86,400 / 3,200 = 27 Panels

This is about 1/3 the power I need (want really, I have a lot of computer equipment) but still not enough for my 120kWh summer time requirement. In fact 27 panels rated at 400 Watts each over 4 hours would only give me about 10,800 Watts which meets my hourly requirement however since I can only collect for 4 hours, I am only collecting about 2/3 the amount I need every day. So then I need to ask myself, WTF? Does this mean that I can never truly go off-grid? Well with my usage and requirement, yes. I would need to get more efficient. My dishwasher, clothes washer and dryer, central A/C, major appliances, they all are a part of the problem. Then I have my networking. Cisco gear are damn hogs! The consume a ton of energy. Especially PoE gear. I am reducing my computer footprint by using Micro-sized PC's which consume from 65 to 90 Watts each instead of masssive 500 to 1,000 Watt PSU systems. I will eventually have 5 computers and I am dead set on them each being 65 watts. There will be a few external drives plus laptops so total computing power will be under 1kW as opposed to the previous 3kW (my server was a hog).

Still not enough power so what is the point?
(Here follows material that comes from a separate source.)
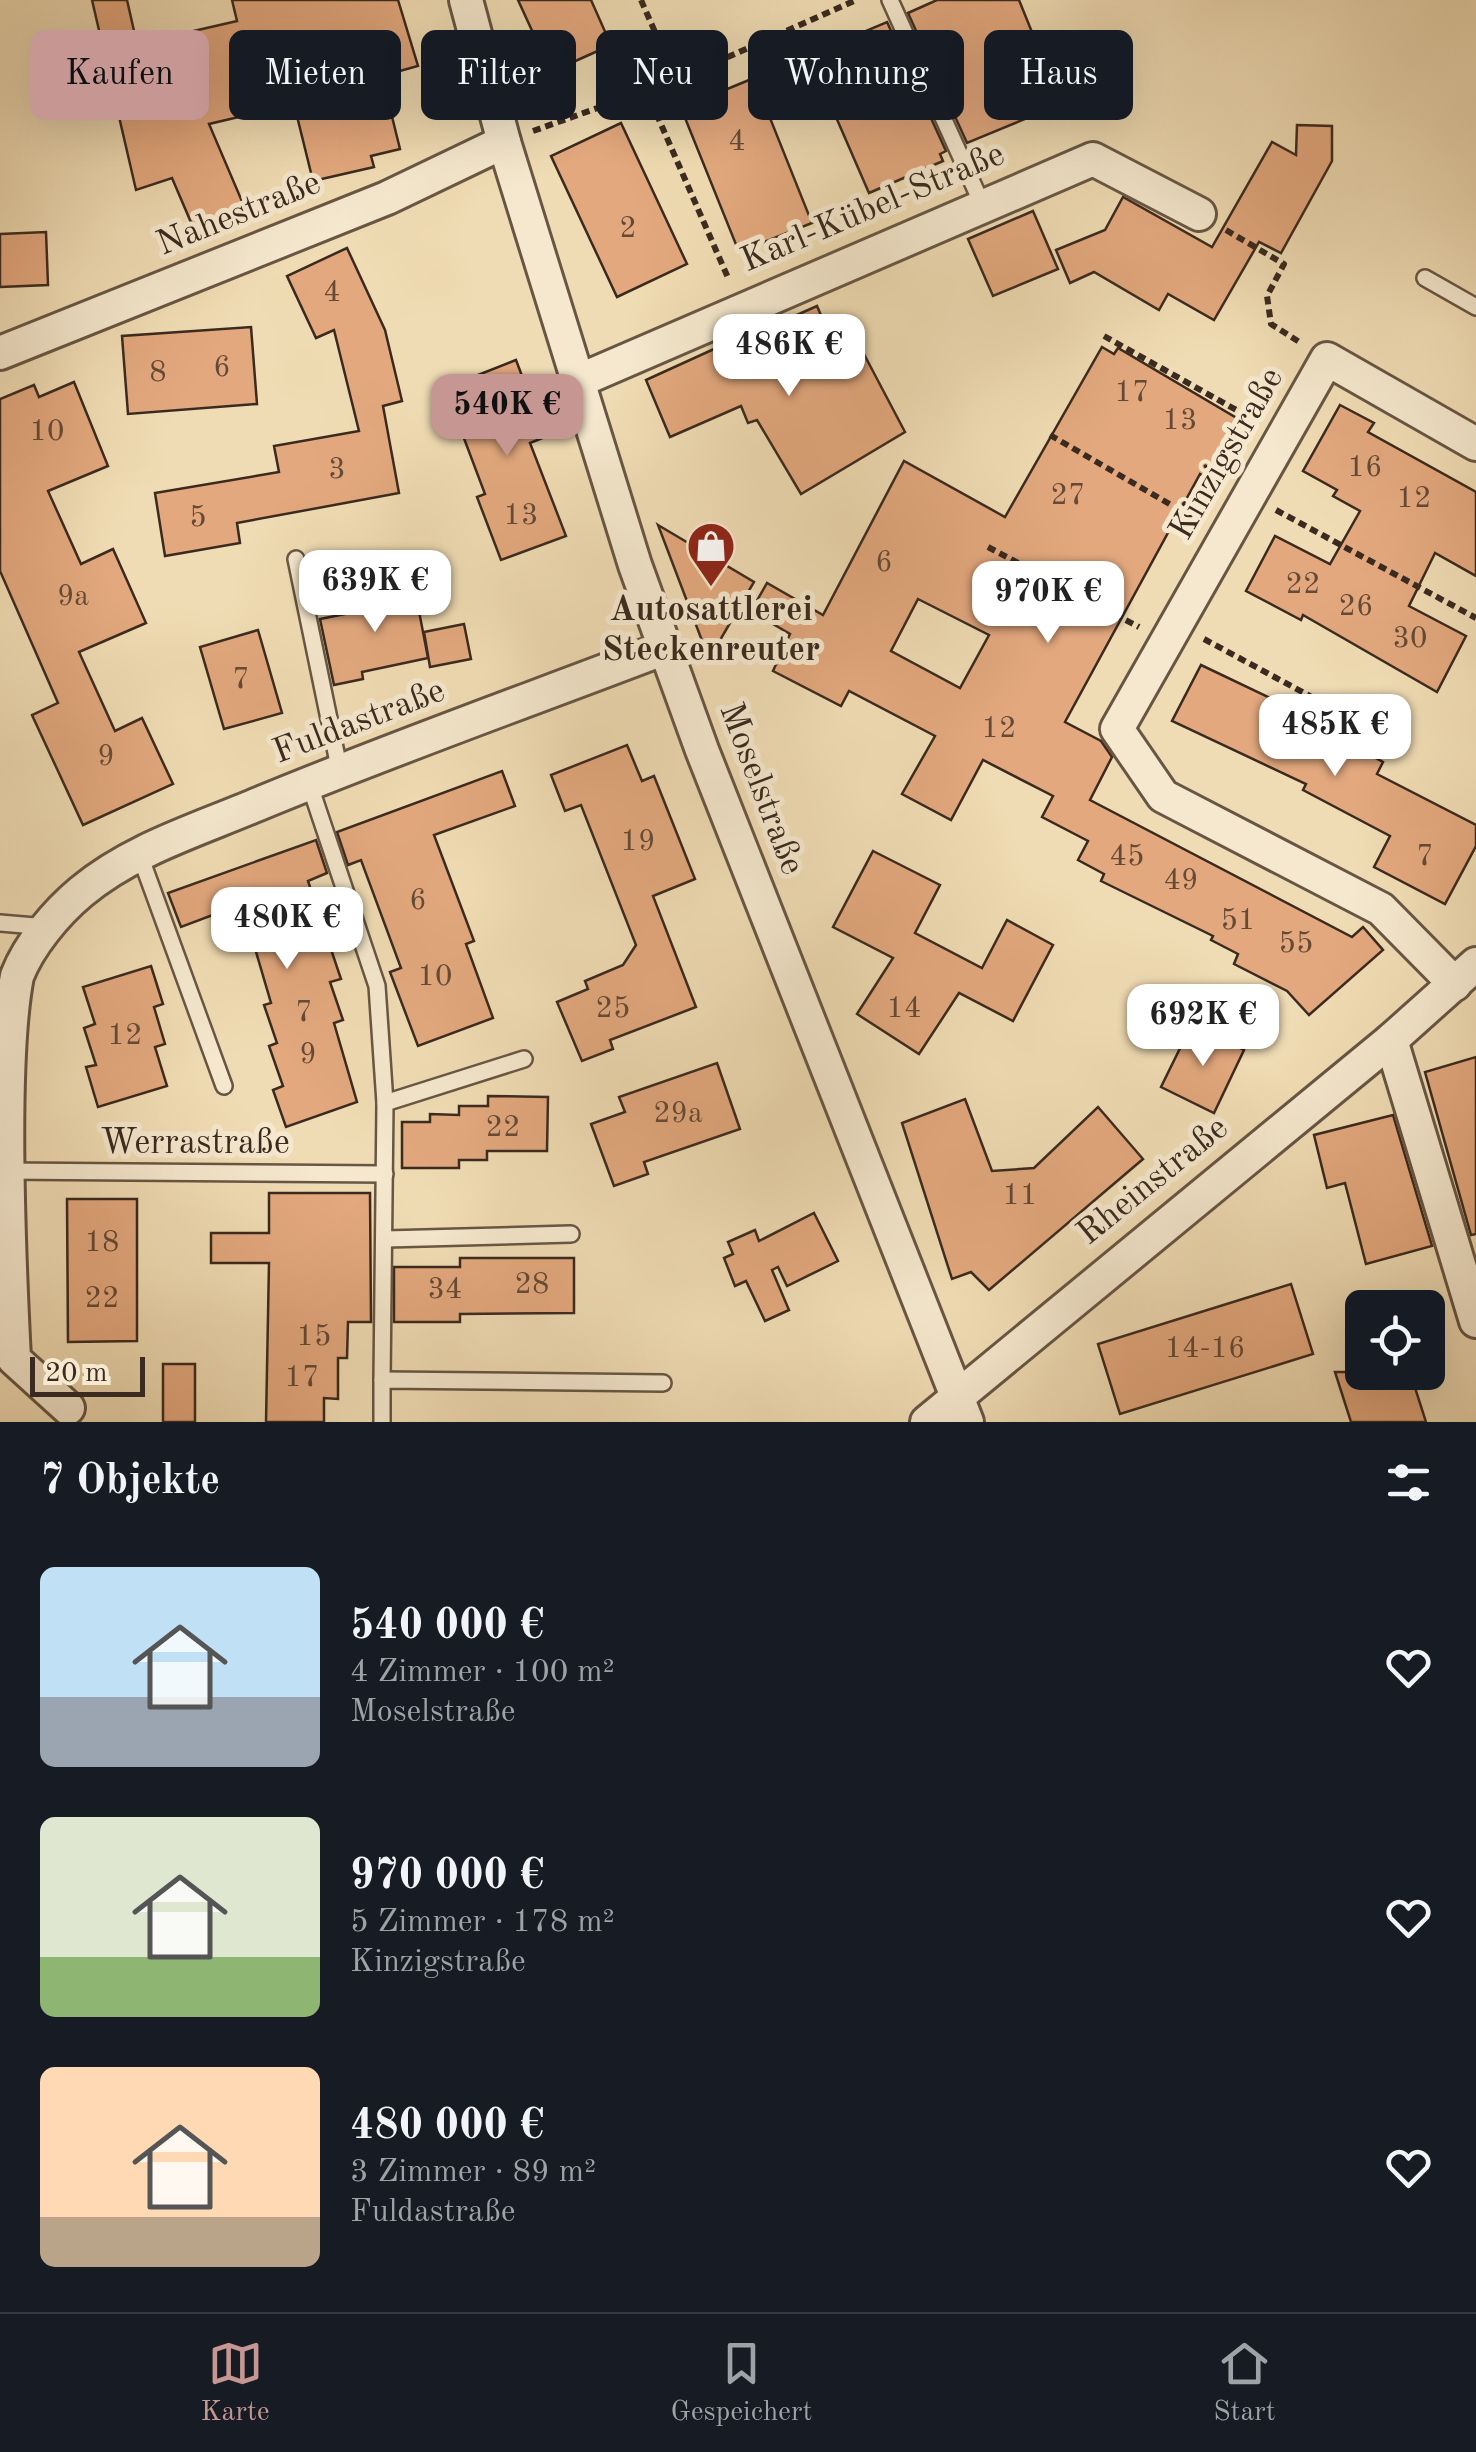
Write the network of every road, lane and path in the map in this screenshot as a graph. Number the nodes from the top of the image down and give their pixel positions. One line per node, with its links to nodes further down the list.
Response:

Well if I put my head deep into this, I cna figure that my office/lab may be able to get solarized. So I have 5 LED displays, total about 150 Watts (30 Watts each). Then the computers, once reduced to 65W each will be 325W. So 575 Watts. I have 3 internal drives and 2 external drives. The internal are 3.5" so that's 9 Watts each totalling 27 Watts and the external are 2.5" @ 3 Watts each, totalling 6 Watts. So 575+27+6=608 Watts required. Now since all HDD's will not be always active, they may actually consume less, but we need to calculate for max power. So the computers alone, 608 Watts per hour, 24 hours is 14.5kWh/Day. Now divide that by 4 hours Sun, I would need to collect 3,648 Watts in that time. That would require 9 panels rated at 400 Watts each. This is a lot of power to collect. Now I would need a battery system. 14.5kWh/day divided by 12VDC is 304Ah batteries. So 3 x 100Ah would suffice. Again, we found the crutch in my house, my computers.

I mentioned I have the roof space for 27 panels, 1/3 of that would be for the office lab alone. This does NOT take into consideration any network gear. That will probably take another 9 panels, maybe 10. Between the PoE devices, the switches, printers, cooling/ventilation? is it worth it? Maybe but right now I'm not moving forward on this idea.

So let's roll back the clock about an hour into reading this and you'll see that I did mention UPS battery backups. How are they rated? VA's are useless to us. The Power output is useless because of some stupid method they use to determine the Wattage. It's not rated Wh, it's Watts. The Wattage noted on these systems are the maximum output power available. Not the capacity of the unit. So then what we would need to do is when searching for a UPS system, we would need to find a unit that has the correct battery size to produce the Ah or Wh required. The CyberPower unit mentioned has 9Ah @ 12VDC which is 108Wh. That's not much really. The big question is, is this 1000 Watts distributed over all 12 outlets or only the 6 battery outlets? Well it does not say! I assume it's all 6 since 1000 Watts / 12 VDC = 83.89 Amps. Over 6 outlets is 13.8 Amps per outlet. So that is rating is based upon the battery and the electronic components of the UPS and not necessarily the surge protection side which has no battery protection. So if the unit was 1450 Watts with 8 outputs, that would still be about 15 Amps per outlet. Most outlets are rated 15 Amps as in NEMA 5-15P. There are NEMA 5-15/20R outlets which can go up to 20 Amps then there are L5-30R which are twist-locking 30 Amp outlets for higher output. This means that the total power is distributed across all outlets and no one outlet can receive all the power even if you plug in only 1 device.